Not “Just” a Deer

There have been times in the last few years when I’ve wondered if I have it in me to care anymore, or if the stress of the pandemic, politics, family drama, and grief has pushed me off an emotional cliff. I can still cry, sometimes too easily, but it’s often tears of despair, not compassion.

Then, last weekend, I was playing fetch with Zuzu when a raccoon stumbled out of the woods, literally walking like it was drunk. It was rabid, and I felt genuine compassion for its suffering.

May the memory of its last moments serve to remind me of the person I can be.

The following is something I wrote eleven years ago, and in light of the raccoon incident, it seems a good time to share it again.

June 2011. I woke up at 4 a.m., sweaty with a slight fever from a suspected UTI that had been percolating for twelve hours. You can wonder if you’re pregnant, be unsure if you have strep throat, lost as to why your lower back is bugging you, but if you have a UTI, you know it beyond the shadow of a doubt.

Urgent care didn’t open until 9:30, so I slept a few more hours and dreamed I yelled at a church congregation because they didn’t know the third verse of the hymn “Holy, Holy, Holy.” (What is it about weird dreams in the early morning?)

I got up, dressed, had some breakfast, then started my drive to Walgreens. It was a beautiful morning, and I was thinking of the latte I’d get at Panera, singing One Republic’s “Good Life” when a deer ran out in front of the Mercury Mariner ahead of me. The driver slammed on her brakes, but the deer clipped the front left bumper and was thrown onto the shoulder on the opposite side. The driver pulled over, I pulled in behind her, and we got out of our vehicles.

“Are you OK?” I asked.

“Yes, yes,” said the driver. “I…I…” She looked across the road. “Oh my god, it’s still alive!”

The little buck was breathing hard, and the left side of his head was bloodied. He tried to get up, but his legs were broken.

The woman called 9-1-1 while her husband walked up the hill to see what he could do about traffic. The deer struggled and struggled while the driver and I stood by our vehicles, horrified by his pain and desperation. The deer didn’t understand what had happened. All he wanted to do was to get the hell out of there, get back to his life. But as hard as he tried to stand up, he was dying, and there wasn’t a damn thing we could do.

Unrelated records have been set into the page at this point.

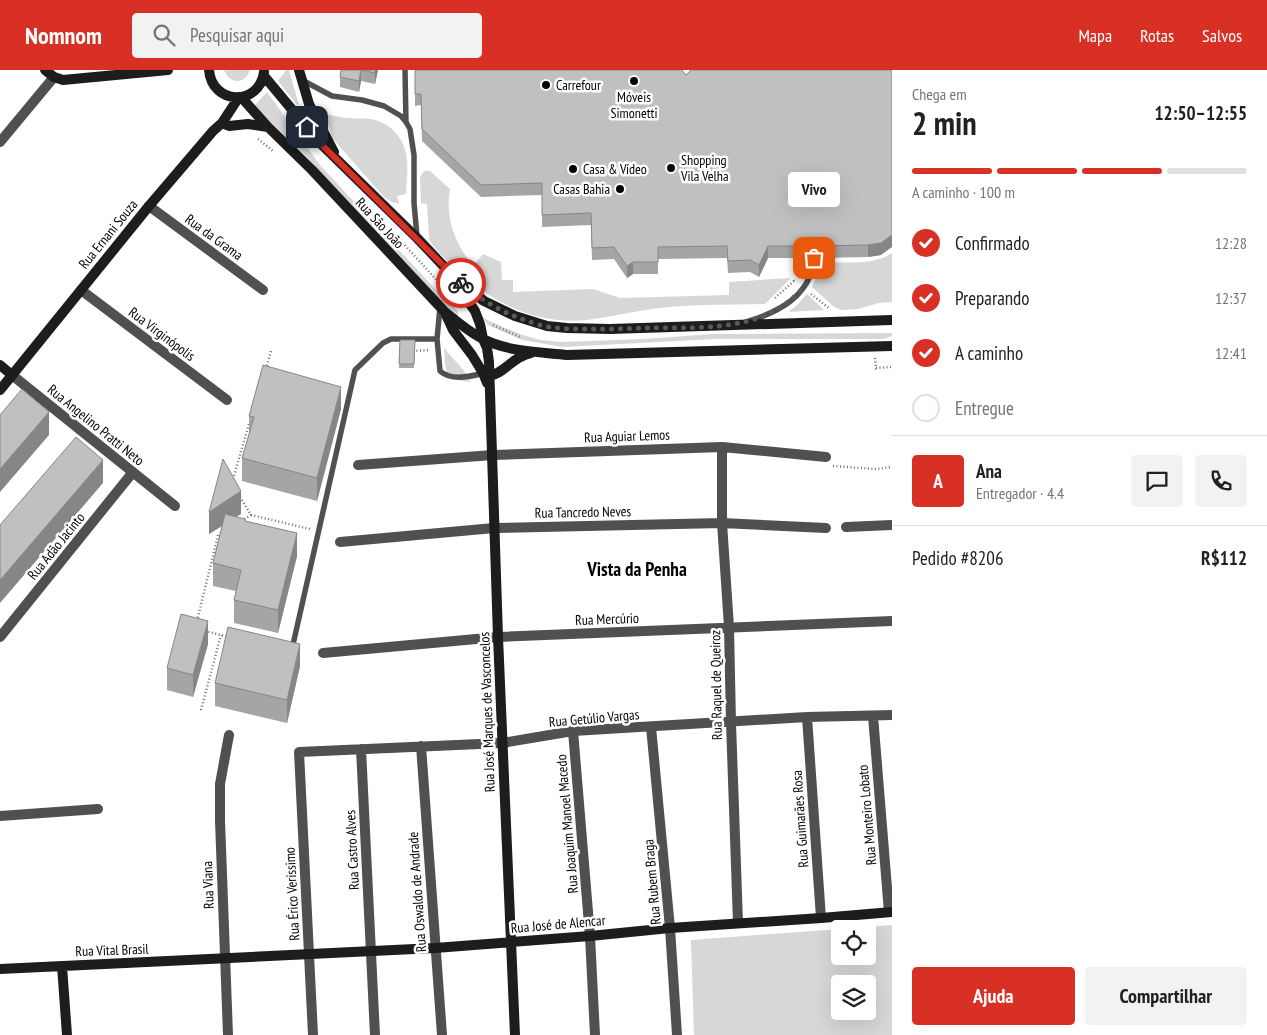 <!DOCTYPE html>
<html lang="pt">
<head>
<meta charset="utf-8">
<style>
	:root { --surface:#fff; --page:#f2f2f2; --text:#202124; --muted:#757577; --line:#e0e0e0; --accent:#d93025 }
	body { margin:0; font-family:"PT Sans Narrow",sans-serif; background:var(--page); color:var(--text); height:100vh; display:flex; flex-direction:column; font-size:19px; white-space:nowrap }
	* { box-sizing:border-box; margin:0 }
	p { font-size:16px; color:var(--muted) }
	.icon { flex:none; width:28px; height:28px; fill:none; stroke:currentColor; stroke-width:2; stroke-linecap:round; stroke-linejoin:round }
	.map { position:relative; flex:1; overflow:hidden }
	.drawer { display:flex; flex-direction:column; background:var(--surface); width:375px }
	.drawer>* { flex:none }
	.fabs { position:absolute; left:831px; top:850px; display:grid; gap:10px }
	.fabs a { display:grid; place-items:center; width:45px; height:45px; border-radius:5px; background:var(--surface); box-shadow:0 5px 20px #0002; font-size:25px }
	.pin { position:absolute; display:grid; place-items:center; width:42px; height:42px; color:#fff; margin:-21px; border-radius:10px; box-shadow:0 2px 8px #0006 }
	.courier { position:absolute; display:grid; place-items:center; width:50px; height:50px; margin:-25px; border:4px solid #d93025; border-radius:50%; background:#fff; color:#222; box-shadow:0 1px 6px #0007 }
	.bubble { position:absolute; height:35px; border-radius:5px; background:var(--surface); box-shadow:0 5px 20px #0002; font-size:16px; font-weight:800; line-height:35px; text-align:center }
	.headline em { font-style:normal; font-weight:800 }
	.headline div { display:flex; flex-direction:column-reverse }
	.headline { display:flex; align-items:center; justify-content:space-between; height:85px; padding:0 20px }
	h1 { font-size:32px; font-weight:800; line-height:38px }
	.bar { display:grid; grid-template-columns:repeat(4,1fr); gap:8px 5px; align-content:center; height:60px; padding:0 20px }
	.bar i { height:6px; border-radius:4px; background:var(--line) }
	.bar .on { background:var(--accent) }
	.bar p { grid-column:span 4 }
	.line { display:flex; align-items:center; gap:12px; padding:0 20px; border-top:1px solid var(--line) }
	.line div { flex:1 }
	.round { display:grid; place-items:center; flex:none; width:52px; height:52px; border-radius:5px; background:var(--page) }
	ol { padding:0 20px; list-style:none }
	li { display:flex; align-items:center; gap:15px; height:55px }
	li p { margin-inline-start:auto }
	li .icon { padding:5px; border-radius:50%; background:var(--accent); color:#fff; stroke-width:4 }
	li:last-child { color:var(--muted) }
	li i { width:28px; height:28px; border:2px solid var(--line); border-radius:50% }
	.button { display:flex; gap:10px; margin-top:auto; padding:10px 20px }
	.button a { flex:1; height:58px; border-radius:5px; background:var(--accent); color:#fff; font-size:20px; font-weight:800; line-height:58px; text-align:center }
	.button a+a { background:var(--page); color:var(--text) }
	header { display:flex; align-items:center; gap:30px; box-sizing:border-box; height:70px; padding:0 25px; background:var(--accent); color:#fff }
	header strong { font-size:24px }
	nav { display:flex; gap:28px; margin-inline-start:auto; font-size:18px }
	.search { width:350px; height:45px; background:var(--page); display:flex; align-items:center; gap:12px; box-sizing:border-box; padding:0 18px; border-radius:5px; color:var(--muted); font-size:19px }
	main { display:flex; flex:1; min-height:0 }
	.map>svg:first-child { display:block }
</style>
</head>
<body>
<header>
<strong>Nomnom</strong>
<div class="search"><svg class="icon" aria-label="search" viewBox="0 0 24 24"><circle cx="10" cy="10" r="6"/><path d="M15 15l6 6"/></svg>Pesquisar aqui</div>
<nav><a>Mapa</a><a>Rotas</a><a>Salvos</a></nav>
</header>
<main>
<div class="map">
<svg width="892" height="965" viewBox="0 0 892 965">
	<rect width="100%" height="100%" fill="#fff"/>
	<!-- green -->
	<path fill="#d7d7d7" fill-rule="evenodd" d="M224 0H250C245 15 229 14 224 0Z
		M286 0H289L299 35H297L278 11Z
		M267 22 320 95 440 224 458 241V246L423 215 304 84 254 36Z
		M327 44C335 46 342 48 350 48 357 49 363 48 370 49 379 50 388 55 394 61 412 80 407 101 406 124L397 126 399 134 392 132 385 128 340 77 332 67 328 54Z
		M424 101H430L450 119C445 148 455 174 473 196L483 184 501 192 502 210H513V222L593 219 620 228 729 225V212L791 208 765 234C730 235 694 234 659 238 635 241 611 247 587 250 523 256 474 221 433 176L429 169 427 134 421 133 420 107Z
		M892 183V232L879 233 858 239 841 240 833 236 812 217 818 204 821 192C843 192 874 196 892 183Z
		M807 224 824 240 788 242 796 236Z
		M483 248 505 258 523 265 540 270 561 272 644 269 713 264 892 263V266L883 269H715L563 277 522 270 488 255Z
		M444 278 465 302 471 312C443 309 446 303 444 278Z
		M892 855V965H694L691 870 840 859V886H868V859H843ZM840 914H868V941H840Z"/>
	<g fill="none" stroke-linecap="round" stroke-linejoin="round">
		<!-- path -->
		<path stroke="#727272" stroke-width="2.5" stroke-dasharray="1 2.5" stroke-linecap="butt" d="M258 69 273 81
			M400 170 443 217
			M811 224 830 239
			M775 228 794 211 795 212
			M493 255 520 267
			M413 281 430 280
			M875 288 876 301
			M876 298 892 297
			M266 299 271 281
			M833 396 876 399 892 397
			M233 409 249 354
			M240 427 251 445 243 450
			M251 445 310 459
			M197 551 218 465 221 463
			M205 561 229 567
			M201 640 221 565"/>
		<!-- lane -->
		<path stroke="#505050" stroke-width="5.5" d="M405 0 406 52
			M302 10 332 26 362 30 384 36 401 46 406 52 410 59 414 85V133L417 166
			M440 237 437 269 440 301C451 311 470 307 483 303
			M746 252C779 242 811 226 814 188
			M292 579 355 300 383 273 391 269H437"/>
		<!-- street -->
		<path stroke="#505050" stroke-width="10" d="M0 72 54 7
			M149 136 263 220
			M81 220 227 330
			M12 305 175 436
			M722 377V453L729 557 731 653 738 853
			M358 395 493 385 722 377 826 387
			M846 457 892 455
			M340 472 494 458 722 453 826 458
			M0 567 133 402
			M323 583 498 567 892 551
			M873 646 889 842
			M807 647 821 848
			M651 657 670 858 677 965
			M573 661 590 866 595 965
			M421 676 442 965
			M361 679 375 965
			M0 746 98 739
			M228 965 220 751V714L229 665
			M313 965 299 682 502 673 573 661 807 647 892 645"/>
		<!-- secondary -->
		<path stroke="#1d1d1d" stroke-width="10" d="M45 0 54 7 63 10 168 0
			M209 0C212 35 259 37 264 2
			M299 0 309 34 334 82
			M264 6 320 73 417 168 452 205 484 231 515 246 547 256 567 258 610 259 892 250
			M241 27 268 57 312 100 444 241C456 251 469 262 483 269 509 282 539 282 567 285L892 276
			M222 53 229 56 248 54 268 57
			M452 205 460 220 475 241 480 254 483 269 487 278 489 292 498 567 515 965
			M446 245 453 260 472 285 483 303 487 313
			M0 295 12 305
			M489 306C504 304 513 286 531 283
			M0 320 149 136 213 61 222 53 239 27
			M62 896 67 965
			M0 899 435 878 590 866 670 858 821 848 892 842"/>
	</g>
	<!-- wall -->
	<path fill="#a5a5a5" d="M341 0H378L375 14 361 11 359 22 340 17V7Z
		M415 0 686 5 881 185 868 187 819 188 817 185 814 183 811 185 809 188H768L759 207 750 202 728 203 727 188 658 189V204H633L627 208 614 189 592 190 591 155 542 157V125L481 127 422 71 421 35 415 36Z
		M400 270H415L414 298H399Z
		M341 339 317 431 242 411V388L249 365V346Z
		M209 442 241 444 236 447 245 451 297 486 278 563 234 553V530L236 521 213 516V493L222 456 209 464Z
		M208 574 193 627 167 620V598Z
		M300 596 287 653 215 636V613Z"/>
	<!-- shaded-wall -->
	<path fill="#868686" d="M361 0V11L359 22V11Z
		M375 0H378L375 14Z
		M892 165V177L881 185 868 187V175Z
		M814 171V183L811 185 809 188V176L811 173Z
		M768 176V188L759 207V195Z
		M633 192V204L627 208V196Z
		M341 317V339L317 431V408Z
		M49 342V365L0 422V399Z
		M103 390V413L0 533V510Z
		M241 421V444L209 464V442Z
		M297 463V486L278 563V540Z
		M208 551V574L193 627V605Z
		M300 574V596L287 653V630Z"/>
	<!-- building -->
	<path fill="#c0c0c0" stroke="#868686" d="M341 0H361L359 11 340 7Z
		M362 0H375V3Z
		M415 0H682L686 5 691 0H892V165L881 173 868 175 819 176 817 173 814 171 811 173 809 176H768L759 195 750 190 728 191 727 176 658 177V192H633L627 196 614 177 592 178 591 143 542 145V113L481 115 422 59 421 24H415Z
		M400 270H415L414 294H399Z
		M263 295 341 317 317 408 242 388 254 347 249 346Z
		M22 319 49 342 0 399V345Z
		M76 367 103 390 0 510V455Z
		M223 389 241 421 209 442Z
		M225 444 245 449V451L297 463 278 540 234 530 241 500 213 493Z
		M181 544 208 551 193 605 167 598Z
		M228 557 300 574 287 630 215 613Z"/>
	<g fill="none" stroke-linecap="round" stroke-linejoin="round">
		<!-- done -->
		<path stroke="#595959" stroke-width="5" stroke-dasharray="0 9" d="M461 213C485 234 513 248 544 256 557 259 572 259 586 259 605 259 623 259 642 258 691 257 752 263 792 229 806 217 813 207 814 188"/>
		<!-- route -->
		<path stroke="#d93025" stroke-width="6" d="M307 57 320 73 461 213"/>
	</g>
	<!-- markers -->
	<g fill="#000" stroke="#fff" stroke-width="2">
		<circle cx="634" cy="11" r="5"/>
		<circle cx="546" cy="15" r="5"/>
		<circle cx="671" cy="98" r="5"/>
		<circle cx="573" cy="99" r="5"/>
		<circle cx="620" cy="119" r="5"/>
	</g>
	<g text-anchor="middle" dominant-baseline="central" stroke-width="5" stroke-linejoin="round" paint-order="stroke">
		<!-- poi labels -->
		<g font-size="14" fill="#000" stroke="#fff" text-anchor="start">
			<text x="556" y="15">Carrefour</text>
			<text x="634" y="27" text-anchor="middle">Móveis<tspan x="634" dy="16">Simonetti</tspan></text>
			<text x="681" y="90">Shopping<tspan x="681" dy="16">Vila Velha</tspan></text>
			<text x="583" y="99">Casa &amp; Vídeo</text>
			<text x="610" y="119" text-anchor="end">Casas Bahia</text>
		</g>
		<!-- street labels -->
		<g font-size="14" fill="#000" stroke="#fff">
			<text transform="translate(380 153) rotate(47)">Rua São João</text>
			<text transform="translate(108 164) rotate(-51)">Rua Ernani Souza</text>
			<text transform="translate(214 167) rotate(36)">Rua da Grama</text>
			<text transform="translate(162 264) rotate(37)">Rua Virginópolis</text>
			<text transform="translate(96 355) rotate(39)">Rua Angelino Pratti Neto</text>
			<text transform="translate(627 366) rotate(-2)">Rua Aguiar Lemos</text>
			<text transform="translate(583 442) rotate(-1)">Rua Tancredo Neves</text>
			<text transform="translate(56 476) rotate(-51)">Rua Adão Jacinto</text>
			<text transform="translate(607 549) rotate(-2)">Rua Mercúrio</text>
			<text transform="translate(716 615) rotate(-91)">Rua Raquel de Queiroz</text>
			<text transform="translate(487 642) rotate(-92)">Rua José Marques de Vasconcelos</text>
			<text transform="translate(594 648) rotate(-5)">Rua Getúlio Vargas</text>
			<text transform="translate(867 745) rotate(-95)">Rua Monteiro Lobato</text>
			<text transform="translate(800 749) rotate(-94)">Rua Guimarães Rosa</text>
			<text transform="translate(567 754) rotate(-95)">Rua Joaquim Manoel Macedo</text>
			<text transform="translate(352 780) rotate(-93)">Rua Castro Alves</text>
			<text transform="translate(652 812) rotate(-95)">Rua Rubem Braga</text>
			<text transform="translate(208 815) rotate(-92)">Rua Viana</text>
			<text transform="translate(417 822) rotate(-94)">Rua Oswaldo de Andrade</text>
			<text transform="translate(292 824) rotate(-93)">Rua Érico Veríssimo</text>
			<text transform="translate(558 854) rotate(-5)">Rua José de Alencar</text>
			<text transform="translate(112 880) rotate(-2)">Rua Vital Brasil</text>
		</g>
		<!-- district labels -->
		<g font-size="19" font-weight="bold" fill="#000" stroke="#fff">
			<text x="637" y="499">Vista da Penha</text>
		</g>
	</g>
</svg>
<div class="fabs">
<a><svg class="icon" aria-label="locate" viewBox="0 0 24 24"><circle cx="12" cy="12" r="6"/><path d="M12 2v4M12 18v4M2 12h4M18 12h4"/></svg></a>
<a><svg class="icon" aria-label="layers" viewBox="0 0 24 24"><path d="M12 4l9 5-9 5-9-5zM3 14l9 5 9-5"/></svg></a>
</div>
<div class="pin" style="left:814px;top:188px;background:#ea580c"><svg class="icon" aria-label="bag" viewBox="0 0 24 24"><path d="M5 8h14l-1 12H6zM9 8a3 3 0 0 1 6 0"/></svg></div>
<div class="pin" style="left:307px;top:57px;background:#1f2937"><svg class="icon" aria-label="home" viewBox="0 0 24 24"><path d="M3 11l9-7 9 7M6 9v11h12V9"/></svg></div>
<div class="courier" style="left:461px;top:213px"><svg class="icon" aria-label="bike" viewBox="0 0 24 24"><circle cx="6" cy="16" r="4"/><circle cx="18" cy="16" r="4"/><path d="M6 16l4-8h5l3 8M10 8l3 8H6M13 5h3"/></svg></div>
<div class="bubble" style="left:788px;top:102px;width:52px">Vivo</div>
</div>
<section class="drawer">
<div class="headline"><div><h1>2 min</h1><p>Chega em</p></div><em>12:50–12:55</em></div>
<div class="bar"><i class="on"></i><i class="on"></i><i class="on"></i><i></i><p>A caminho · 100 m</p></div>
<ol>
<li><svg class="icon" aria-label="check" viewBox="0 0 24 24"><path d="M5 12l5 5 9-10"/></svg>Confirmado<p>12:28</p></li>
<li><svg class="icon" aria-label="check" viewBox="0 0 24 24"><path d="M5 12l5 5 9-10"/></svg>Preparando<p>12:37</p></li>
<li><svg class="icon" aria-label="check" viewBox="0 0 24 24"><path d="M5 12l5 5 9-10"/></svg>A caminho<p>12:41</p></li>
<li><i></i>Entregue</li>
</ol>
<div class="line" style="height:90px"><b class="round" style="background:var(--accent);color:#fff">A</b><div><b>Ana</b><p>Entregador · 4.4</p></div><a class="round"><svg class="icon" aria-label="chat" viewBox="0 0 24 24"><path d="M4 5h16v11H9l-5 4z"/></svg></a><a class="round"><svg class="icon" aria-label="phone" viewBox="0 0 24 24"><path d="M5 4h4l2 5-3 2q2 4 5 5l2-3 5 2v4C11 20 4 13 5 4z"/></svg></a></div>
<div class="line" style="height:65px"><div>Pedido #8206</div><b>R$112</b></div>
<div class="button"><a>Ajuda</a><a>Compartilhar</a></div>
</section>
</main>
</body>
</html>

Most people drove by, oblivious to the dying deer, but a man and his companion pulled over and kept the deer on the shoulder, petting him and holding him in place.

To distract the driver, I asked her where she’d been heading.

“I was going to the bakery to pick up my birthday cake,” she said. “Happy birthday to me, right?” She started crying.

The deer died just as the police arrived. The officer told the driver that since her car was drivable, she shouldn’t have called 9-1-1 since a deer collision was a non-reportable accident.

“But he was still alive!” she cried. “If nothing else, he had to be put out of his misery!”

“Ma’am, it’s just a deer. And did you see that guy petting it?” He rolled his eyes. “Kinda weird.”

That “just a deer” was afraid and in a lot of pain, and someone tried to offer him comfort as he died. There was everything right about that act of compassion. It’s only because the officer had a gun and could arrest me that I didn’t say what I was thinking, that in the midst of anyone’s or anything’s suffering, may I never be like him, someone who thinks, “It was just a deer.”

3 thoughts on “Not “Just” a Deer

  1. I can so relate to the deer story. I have never hit anything larger than a squirrel, but when it happens, it haunts me for days. I’m sure that police officer had to harden himself to be able to witness some of the things he saw in the line of duty, but one would hope there would be just a bit of compassion still in there for a dying creature, no matter the circumstances or how many legs it has. But I’m also curious, what do you do when you see a rabid raccoon? Fish and Wildlife department call? Scary!

  2. This is so poignant. I recently read a memoir called “Fox & I” by Catherine Raven. One of the themes in the book centered around the idea of the human-wild animal connection. Is it something deep that can be felt both ways? (I believe it is.) There are examples of wild animals extending a compassion and even at times saving humans. I’m glad you were all there with the deer and it didn’t die alone. Beautiful essay.

    1. Thanks, Vickie. I’m also going to look for that memoir. I think too often we humans view animals, especially those farmed for food, as nothing more than a commodity and disregard their fears and comfort.